El pasado 21 de enero doce trabajadores que no pertenecían a MSF tuvieron que abandonar Leer cuando la situación empeoró. Más de la mitad de la población ya se había marchado de la ciudad y varios médicos de MSF decidieron quedarse y seguir dando cuidados médicos de urgencia. MSF manifiesta a través del comunicado su inquietud por la compleja y delicada situación de sus trabajadores y de los pacientes refugiados en el bosque.
Gorgeu ha señalado también que las instalaciones en las que trabajan han sido saqueadas y que los equipos han trabajado en zonas de conflicto abierto. "Nuestro personal ha estado en condiciones muy extremas estas últimas semanas", ha añadido. Con el desmantelamiento del hospital de Lee, el último en el sur del estado de Unidad, más de 270.000 personas se encuentran sin asistencia médica. Por el momento no es seguro trabajar en ningún otro centro de la ciudad como ha señalado RSF en el comunicado.
"Cuanto más tiempo esté la población viviendo a la intemperie, sin comida, agua potable ni refugio, más vulnerables serán ante la desnutrición y epidemias", afirma Gorgeu.
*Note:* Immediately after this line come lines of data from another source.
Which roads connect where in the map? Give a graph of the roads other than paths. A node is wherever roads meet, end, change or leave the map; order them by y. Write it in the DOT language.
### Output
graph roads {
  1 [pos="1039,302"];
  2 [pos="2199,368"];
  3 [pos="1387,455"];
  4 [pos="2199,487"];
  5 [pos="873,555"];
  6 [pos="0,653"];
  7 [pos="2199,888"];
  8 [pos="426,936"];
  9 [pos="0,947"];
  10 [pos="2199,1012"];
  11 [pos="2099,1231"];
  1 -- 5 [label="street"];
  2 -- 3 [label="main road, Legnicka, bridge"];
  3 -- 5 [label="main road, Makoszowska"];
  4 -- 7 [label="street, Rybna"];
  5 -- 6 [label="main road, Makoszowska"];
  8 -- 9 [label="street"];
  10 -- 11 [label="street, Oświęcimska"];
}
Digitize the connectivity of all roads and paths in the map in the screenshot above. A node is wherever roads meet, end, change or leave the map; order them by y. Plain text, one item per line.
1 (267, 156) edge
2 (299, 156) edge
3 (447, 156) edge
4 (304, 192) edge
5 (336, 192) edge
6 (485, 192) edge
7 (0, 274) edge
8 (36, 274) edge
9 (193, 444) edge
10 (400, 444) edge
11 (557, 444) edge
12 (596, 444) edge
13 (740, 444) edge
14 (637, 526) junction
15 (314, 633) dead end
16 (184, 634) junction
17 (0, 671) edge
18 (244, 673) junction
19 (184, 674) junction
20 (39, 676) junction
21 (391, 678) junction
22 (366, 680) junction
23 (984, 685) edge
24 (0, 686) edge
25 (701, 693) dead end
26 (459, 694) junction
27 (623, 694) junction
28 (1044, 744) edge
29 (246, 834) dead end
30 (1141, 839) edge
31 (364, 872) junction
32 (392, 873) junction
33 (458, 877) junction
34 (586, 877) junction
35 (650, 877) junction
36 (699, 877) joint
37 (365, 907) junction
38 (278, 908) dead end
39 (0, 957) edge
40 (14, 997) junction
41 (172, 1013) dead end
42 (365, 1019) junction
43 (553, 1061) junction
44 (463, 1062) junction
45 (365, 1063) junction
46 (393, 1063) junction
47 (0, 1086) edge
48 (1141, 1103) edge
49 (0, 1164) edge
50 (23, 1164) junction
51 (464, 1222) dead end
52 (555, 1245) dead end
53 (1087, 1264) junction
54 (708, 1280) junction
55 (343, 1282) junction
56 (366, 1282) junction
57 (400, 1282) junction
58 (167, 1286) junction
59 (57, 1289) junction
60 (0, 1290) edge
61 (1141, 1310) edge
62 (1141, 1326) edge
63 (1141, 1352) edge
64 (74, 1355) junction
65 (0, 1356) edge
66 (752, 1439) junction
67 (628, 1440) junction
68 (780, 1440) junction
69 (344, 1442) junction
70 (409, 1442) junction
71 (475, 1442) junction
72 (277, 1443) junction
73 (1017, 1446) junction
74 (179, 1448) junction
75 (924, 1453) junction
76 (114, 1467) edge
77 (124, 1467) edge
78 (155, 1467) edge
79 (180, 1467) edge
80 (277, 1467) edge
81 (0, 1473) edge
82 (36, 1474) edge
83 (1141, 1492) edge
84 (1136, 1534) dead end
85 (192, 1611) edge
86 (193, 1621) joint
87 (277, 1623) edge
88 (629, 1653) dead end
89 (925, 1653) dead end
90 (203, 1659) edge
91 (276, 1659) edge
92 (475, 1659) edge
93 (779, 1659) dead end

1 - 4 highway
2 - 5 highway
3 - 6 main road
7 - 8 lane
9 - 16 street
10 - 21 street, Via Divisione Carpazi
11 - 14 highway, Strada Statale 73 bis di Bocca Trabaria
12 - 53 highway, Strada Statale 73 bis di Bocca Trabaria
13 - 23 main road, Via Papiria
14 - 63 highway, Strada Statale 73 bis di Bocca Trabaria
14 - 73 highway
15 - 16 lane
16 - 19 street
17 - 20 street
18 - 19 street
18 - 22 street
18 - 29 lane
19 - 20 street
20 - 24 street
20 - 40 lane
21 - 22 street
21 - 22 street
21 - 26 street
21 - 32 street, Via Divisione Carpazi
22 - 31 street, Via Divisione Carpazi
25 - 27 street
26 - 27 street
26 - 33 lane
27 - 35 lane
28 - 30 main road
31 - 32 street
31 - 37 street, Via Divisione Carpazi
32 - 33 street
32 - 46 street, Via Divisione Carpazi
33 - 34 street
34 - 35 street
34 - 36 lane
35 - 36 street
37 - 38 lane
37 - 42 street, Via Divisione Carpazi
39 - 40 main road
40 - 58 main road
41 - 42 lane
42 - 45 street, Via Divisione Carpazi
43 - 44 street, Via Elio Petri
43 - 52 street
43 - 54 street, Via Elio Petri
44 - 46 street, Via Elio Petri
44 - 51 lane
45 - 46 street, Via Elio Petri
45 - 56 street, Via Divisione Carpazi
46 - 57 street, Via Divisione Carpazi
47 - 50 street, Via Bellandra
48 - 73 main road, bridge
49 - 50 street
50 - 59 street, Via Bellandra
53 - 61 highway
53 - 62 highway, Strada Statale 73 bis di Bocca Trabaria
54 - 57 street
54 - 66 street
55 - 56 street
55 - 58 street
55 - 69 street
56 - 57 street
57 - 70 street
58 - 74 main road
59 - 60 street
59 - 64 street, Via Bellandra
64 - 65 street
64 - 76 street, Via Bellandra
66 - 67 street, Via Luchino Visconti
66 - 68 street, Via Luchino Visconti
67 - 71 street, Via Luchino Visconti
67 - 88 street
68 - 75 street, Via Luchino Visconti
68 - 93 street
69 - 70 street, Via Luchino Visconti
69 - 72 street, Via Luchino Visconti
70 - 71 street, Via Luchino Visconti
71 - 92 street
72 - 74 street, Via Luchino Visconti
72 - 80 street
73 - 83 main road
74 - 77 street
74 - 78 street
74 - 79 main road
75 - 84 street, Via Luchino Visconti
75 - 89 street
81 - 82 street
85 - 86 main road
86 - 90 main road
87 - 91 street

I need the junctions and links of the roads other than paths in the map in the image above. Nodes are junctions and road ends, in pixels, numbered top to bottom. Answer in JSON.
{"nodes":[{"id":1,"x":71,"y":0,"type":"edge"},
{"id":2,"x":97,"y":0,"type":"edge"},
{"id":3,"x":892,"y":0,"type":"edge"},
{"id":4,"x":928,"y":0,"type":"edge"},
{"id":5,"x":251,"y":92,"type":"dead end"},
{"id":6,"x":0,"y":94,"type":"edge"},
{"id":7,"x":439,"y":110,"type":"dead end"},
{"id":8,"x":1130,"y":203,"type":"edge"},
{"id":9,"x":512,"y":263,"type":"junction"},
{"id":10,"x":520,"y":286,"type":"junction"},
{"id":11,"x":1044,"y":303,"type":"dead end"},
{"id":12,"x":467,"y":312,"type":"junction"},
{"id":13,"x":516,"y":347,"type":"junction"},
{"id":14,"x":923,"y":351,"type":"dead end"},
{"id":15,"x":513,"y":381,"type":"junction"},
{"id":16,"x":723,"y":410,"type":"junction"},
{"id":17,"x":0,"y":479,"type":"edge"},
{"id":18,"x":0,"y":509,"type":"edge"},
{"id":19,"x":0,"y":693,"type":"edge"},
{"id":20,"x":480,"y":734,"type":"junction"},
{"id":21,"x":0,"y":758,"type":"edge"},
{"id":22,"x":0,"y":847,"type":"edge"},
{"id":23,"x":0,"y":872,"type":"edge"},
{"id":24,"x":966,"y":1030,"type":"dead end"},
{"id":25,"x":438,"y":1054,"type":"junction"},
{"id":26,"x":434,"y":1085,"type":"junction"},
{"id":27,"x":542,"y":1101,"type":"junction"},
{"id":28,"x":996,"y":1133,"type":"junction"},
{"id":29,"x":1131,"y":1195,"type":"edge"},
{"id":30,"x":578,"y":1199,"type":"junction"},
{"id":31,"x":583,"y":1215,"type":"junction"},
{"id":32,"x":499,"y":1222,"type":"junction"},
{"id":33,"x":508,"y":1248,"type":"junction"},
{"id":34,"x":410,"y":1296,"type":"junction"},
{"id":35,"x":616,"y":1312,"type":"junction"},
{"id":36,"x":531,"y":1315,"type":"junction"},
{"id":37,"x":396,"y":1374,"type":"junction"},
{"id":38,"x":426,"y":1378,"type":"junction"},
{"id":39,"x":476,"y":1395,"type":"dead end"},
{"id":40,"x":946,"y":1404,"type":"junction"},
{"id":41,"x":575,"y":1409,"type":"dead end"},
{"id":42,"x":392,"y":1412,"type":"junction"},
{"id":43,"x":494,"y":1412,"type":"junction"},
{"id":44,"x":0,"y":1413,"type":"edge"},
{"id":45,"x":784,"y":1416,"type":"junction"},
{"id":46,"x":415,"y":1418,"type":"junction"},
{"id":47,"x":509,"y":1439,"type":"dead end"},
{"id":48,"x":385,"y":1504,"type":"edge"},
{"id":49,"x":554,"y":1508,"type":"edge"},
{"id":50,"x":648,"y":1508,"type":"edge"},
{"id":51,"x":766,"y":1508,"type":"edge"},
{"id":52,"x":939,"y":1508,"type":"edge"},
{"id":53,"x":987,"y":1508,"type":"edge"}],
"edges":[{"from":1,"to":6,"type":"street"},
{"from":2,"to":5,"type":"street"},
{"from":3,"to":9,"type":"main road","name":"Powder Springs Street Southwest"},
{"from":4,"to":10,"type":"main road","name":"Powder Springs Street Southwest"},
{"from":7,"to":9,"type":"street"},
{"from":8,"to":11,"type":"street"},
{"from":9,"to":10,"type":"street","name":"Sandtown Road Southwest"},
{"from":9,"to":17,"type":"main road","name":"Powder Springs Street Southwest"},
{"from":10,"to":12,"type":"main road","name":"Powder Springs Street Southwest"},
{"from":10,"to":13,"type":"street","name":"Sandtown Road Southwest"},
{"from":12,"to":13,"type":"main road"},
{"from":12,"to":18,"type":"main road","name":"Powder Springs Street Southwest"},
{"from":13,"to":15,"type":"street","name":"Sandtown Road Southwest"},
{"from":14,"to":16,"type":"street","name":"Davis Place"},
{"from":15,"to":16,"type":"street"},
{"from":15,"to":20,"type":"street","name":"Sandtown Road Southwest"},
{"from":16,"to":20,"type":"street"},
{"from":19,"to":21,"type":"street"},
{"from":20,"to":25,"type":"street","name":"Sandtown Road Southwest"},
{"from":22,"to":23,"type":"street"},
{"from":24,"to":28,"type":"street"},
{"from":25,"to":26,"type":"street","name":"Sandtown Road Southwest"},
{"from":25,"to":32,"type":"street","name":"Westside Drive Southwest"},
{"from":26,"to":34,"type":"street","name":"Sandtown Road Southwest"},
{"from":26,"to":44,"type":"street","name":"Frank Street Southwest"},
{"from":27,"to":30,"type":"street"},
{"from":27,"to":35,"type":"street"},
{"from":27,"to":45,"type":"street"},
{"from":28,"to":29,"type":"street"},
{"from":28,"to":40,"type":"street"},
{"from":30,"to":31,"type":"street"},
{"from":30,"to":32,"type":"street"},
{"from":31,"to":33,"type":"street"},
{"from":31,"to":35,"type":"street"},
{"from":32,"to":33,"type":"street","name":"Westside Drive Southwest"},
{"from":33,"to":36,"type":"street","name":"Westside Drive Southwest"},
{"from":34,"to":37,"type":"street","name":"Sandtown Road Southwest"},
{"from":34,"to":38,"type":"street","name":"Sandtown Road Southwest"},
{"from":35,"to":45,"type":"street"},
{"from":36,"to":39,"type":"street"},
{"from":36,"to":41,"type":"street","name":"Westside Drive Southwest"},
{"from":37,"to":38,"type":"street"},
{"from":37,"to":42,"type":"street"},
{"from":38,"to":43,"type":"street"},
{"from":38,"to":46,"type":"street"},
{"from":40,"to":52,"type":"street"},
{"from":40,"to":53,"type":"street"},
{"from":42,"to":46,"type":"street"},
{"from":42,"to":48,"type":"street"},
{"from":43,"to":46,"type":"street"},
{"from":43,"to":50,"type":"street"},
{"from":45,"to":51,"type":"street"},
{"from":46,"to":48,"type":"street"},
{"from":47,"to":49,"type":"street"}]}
Decenas de miles de personas han tenido que huir al estado de Unidad desde el inicio de la crisis, incluyendo a los 10.000 desplazados de los enfrentamientos en Bantiu tras haberse refugiado por primera vez en Leer.
George ha denunciado también la falta de materiales médicos y apunta a que cuando se acaben, empeorará la situación de todas las personas que dependen de su ayuda. "Nuestros colegas han demostrado en todo momento una gran dedicación, cuidando a nuestros pacientes con kits médicos muy básicos, limpiando y curando heridas y tratando enfermedades como la malaria", ha añadido.
MSF se encuentra presente en Leer desde hace 25 años para proporcionar a niños y adultos cuidados intensivos, servicios de cirugía, maternidad, tratamiento para VIH/SIDA y tuberculosis. MSF pide a las partes involucradas en el conflicto que se garantice la integridad de las estructuras sanitarias y el acceso a los servicios de salud de las comunidades afectadas. Además, la organización ha expresado su deseo de volver a Lee en cuanto la seguridad lo permita y han apuntado a la necesidad de facilitar el acceso a los pacientes hasta los centros médicos sin importar su procedencia ni origen étnico.